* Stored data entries
-------
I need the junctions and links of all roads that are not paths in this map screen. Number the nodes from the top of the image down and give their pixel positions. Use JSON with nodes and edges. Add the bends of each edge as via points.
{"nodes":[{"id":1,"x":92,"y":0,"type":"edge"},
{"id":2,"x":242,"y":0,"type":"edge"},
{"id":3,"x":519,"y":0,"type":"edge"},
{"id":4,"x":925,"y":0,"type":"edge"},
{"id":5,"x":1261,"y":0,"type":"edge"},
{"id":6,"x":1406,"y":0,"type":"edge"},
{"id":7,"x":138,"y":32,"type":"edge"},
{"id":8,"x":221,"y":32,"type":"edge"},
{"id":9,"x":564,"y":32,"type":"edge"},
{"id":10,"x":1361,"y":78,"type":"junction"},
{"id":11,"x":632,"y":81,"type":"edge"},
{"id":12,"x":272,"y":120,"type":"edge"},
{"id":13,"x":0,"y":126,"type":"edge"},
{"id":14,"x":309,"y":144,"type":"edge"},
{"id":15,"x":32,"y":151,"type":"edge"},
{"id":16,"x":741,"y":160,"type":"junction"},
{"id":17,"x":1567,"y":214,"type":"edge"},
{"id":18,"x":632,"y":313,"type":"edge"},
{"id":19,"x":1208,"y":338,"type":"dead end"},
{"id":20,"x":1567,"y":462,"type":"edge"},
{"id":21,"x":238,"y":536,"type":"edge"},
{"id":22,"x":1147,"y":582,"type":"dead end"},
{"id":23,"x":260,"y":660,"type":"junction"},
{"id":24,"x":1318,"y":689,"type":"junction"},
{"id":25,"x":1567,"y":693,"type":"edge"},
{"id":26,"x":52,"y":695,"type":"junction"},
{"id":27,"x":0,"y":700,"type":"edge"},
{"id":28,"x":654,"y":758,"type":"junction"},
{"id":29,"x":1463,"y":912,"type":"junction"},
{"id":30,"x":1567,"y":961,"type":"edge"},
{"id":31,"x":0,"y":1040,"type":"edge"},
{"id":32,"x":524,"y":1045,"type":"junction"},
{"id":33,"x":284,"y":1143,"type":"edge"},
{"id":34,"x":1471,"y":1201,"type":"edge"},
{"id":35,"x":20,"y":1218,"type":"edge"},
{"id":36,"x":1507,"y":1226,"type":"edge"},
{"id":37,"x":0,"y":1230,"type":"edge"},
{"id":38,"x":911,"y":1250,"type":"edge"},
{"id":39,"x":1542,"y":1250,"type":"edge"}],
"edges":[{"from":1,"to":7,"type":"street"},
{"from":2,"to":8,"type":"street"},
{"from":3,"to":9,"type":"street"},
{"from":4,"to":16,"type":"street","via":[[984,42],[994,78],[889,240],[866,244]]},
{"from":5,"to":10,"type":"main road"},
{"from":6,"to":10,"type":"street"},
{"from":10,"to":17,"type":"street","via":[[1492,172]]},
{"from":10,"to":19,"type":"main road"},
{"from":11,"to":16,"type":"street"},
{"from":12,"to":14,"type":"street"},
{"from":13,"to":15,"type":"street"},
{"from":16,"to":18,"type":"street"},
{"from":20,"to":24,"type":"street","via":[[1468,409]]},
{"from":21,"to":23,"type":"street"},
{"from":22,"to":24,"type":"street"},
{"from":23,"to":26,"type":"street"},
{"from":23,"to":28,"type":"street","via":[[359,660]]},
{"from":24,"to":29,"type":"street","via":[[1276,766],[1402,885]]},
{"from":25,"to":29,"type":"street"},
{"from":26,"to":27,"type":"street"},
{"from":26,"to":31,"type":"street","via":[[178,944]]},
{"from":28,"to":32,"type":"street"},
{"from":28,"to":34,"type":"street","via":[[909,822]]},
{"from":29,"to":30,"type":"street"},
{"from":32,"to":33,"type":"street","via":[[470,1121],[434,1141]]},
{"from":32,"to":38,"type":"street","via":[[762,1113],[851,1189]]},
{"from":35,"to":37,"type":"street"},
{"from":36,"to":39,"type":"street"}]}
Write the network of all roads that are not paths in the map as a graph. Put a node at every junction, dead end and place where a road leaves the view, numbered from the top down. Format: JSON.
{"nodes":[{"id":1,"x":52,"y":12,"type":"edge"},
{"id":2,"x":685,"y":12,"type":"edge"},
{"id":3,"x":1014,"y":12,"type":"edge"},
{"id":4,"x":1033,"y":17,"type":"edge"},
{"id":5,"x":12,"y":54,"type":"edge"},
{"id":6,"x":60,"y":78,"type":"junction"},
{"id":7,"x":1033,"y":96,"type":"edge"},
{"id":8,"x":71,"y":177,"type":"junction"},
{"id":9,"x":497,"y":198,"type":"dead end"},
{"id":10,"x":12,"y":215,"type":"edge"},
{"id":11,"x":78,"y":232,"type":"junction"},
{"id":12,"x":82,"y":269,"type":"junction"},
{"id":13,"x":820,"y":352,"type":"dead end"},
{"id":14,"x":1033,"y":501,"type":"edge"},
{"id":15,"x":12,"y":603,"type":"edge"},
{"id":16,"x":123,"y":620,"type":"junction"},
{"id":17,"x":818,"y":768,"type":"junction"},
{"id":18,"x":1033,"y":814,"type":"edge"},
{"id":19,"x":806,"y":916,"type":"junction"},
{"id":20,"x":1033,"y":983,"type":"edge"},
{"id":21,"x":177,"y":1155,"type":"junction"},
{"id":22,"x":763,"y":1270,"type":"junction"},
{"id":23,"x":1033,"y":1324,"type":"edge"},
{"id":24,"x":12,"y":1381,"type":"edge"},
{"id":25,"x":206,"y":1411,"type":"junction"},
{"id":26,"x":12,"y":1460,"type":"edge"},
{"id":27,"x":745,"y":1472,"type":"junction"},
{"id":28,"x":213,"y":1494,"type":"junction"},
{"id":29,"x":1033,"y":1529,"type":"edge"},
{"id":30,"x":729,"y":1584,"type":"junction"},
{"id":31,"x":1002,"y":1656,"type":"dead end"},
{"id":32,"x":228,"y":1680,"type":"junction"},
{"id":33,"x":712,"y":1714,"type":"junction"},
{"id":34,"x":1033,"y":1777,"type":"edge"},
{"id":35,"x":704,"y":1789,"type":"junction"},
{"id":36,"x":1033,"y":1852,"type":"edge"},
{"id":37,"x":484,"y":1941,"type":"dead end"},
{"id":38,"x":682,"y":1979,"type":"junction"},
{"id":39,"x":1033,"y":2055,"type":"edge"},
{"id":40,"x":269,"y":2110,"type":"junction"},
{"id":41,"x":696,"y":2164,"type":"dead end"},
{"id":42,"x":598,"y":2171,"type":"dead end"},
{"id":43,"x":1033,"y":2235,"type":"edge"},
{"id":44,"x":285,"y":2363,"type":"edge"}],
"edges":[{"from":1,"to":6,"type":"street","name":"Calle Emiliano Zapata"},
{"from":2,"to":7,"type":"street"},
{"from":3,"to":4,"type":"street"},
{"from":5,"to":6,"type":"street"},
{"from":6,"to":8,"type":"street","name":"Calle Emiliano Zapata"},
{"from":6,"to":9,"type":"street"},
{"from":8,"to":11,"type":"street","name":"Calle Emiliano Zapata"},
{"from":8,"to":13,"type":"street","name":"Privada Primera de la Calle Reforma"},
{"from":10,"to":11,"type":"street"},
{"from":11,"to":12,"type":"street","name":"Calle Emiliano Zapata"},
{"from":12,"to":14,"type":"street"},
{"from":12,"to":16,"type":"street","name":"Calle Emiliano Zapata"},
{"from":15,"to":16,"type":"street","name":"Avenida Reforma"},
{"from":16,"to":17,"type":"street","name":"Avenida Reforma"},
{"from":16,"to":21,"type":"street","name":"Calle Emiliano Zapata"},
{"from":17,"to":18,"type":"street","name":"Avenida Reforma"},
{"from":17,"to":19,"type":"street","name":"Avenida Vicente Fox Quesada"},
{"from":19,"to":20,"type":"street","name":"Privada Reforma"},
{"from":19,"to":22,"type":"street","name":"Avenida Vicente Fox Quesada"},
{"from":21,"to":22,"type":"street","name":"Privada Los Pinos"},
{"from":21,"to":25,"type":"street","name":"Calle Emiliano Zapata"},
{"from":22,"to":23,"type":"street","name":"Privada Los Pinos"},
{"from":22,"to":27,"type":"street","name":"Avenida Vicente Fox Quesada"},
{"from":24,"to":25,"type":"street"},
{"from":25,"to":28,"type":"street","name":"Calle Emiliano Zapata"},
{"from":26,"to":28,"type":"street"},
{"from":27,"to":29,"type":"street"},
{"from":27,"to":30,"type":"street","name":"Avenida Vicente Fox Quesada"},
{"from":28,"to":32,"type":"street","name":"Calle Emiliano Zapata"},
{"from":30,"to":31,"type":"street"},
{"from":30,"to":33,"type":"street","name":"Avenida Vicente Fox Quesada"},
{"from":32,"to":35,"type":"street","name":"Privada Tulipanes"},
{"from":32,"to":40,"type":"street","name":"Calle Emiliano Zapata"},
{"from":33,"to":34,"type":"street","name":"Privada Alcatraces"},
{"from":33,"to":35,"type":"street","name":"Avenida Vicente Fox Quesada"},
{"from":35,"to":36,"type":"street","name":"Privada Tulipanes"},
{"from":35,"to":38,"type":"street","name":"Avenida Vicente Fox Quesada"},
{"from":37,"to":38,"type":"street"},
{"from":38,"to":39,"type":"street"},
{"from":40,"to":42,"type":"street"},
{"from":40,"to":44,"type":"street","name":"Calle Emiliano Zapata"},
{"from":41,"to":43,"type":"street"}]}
-------
* Activity
Please return a copy of each line in the entries that has the string "Calle".

* Output of the task
"edges":[{"from":1,"to":6,"type":"street","name":"Calle Emiliano Zapata"},
{"from":6,"to":8,"type":"street","name":"Calle Emiliano Zapata"},
{"from":8,"to":11,"type":"street","name":"Calle Emiliano Zapata"},
{"from":8,"to":13,"type":"street","name":"Privada Primera de la Calle Reforma"},
{"from":11,"to":12,"type":"street","name":"Calle Emiliano Zapata"},
{"from":12,"to":16,"type":"street","name":"Calle Emiliano Zapata"},
{"from":16,"to":21,"type":"street","name":"Calle Emiliano Zapata"},
{"from":21,"to":25,"type":"street","name":"Calle Emiliano Zapata"},
{"from":25,"to":28,"type":"street","name":"Calle Emiliano Zapata"},
{"from":28,"to":32,"type":"street","name":"Calle Emiliano Zapata"},
{"from":32,"to":40,"type":"street","name":"Calle Emiliano Zapata"},
{"from":40,"to":44,"type":"street","name":"Calle Emiliano Zapata"},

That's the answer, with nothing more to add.